טכניון מכון טכנולוגי לישראל
הטכניון מכון טכנולוגי לישראל - בית הספר ללימודי מוסמכים  
Ph.D Thesis
Ph.D StudentMiropolsky Alexander
SubjectAn Adaptive 3D Reconstruction Method Utilizing Diverse Data
Types Inherent To Emerging Scanning Technologies
DepartmentDepartment of Mechanical Engineering
Supervisor Professor Anath Fischer
Full Thesis textFull thesis text - English Version


Abstract

3D reconstruction of computerized models using Reverse Engineering (RE) is an important issue in modern industry that has the potential to significantly improve design, inspection and analysis applications. To meet the demands of modern industry, reconstruction must be automatic, fast, accurate and robust. A computerized model is usually reconstructed from scan data in the form of digitized points provided by 3D scanners. Scan data, however, is typically very large scale (i.e. many points), unorganized, noisy and incomplete. For these reasons, surface reconstruction is a difficult but challenging task. Scanning technologies that have emerged in recent decades are capable of capturing additional information about the sampled object, such as surface normals, color and other geometrical and physical properties. Most existing reconstruction methods, however, do not utilize this additional information. Thus, one way of overcoming the problems outlined above is to develop reconstruction methods that exploit diverse feature data, that is, diverse information about the properties of the scanned object.

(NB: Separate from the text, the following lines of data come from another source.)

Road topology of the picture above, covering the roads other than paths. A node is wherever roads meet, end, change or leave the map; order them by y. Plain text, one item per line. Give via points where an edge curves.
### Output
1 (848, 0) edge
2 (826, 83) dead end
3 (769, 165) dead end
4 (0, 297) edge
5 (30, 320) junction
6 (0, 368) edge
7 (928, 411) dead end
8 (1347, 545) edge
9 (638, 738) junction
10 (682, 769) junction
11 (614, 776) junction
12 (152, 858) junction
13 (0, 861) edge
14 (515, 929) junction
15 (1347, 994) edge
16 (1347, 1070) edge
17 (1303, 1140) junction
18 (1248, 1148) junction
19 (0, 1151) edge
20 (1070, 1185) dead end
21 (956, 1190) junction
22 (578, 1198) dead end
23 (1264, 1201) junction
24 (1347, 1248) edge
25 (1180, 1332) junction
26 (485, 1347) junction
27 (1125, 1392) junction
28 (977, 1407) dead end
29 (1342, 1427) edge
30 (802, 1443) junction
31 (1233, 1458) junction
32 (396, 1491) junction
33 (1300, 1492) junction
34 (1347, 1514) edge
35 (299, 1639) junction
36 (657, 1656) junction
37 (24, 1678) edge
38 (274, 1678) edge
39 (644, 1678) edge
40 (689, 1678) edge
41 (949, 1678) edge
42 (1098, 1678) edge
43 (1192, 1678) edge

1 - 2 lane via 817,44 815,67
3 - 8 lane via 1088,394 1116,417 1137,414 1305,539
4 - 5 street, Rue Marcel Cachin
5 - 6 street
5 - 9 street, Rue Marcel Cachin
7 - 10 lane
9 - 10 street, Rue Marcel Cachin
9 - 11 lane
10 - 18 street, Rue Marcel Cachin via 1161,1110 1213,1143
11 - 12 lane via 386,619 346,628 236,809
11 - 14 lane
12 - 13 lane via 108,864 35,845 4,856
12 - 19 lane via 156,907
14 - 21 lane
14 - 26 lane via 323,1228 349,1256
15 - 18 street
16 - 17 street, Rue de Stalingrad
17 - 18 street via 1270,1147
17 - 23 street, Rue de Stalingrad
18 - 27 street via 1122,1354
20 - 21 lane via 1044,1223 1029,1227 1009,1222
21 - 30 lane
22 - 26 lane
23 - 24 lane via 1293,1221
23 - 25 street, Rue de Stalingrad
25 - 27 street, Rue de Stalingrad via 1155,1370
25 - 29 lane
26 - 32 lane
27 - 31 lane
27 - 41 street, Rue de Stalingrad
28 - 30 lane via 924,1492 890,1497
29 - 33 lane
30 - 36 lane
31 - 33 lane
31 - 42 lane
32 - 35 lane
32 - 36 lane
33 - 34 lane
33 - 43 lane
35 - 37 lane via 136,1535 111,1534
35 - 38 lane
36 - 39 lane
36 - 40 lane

This research develops this concept and proposes a new reconstruction approach that can inherently handle a variety of scan information, thus providing simple and effective solutions for surface reconstruction. Based on this approach, this work proposes a new Diverse Data Surface Reconstruction (DDSR) method, comprising the following stages: 1) scanning; 2) scanned point denoising by Geometric Denoising Filter (GDF); 3) creating Hierarchical Space Decomposition Model (HSDM); 4) detecting sharp features by Sharp Feature Detection (SFD) method; 5) reducing data by Geometric Reduction Filter (GRF) and reconstructing missing points by Geometric Prediction Filter (GPF); 6) creating connectivity graph; 7) mesh generation. The proposed method is automatic, fast and accurate. The method is capable of completing the missing diverse data and can therefore be applied for different scanning technologies. The feasibility of the proposed method is demonstrated on a number of complex engineering and medical objects.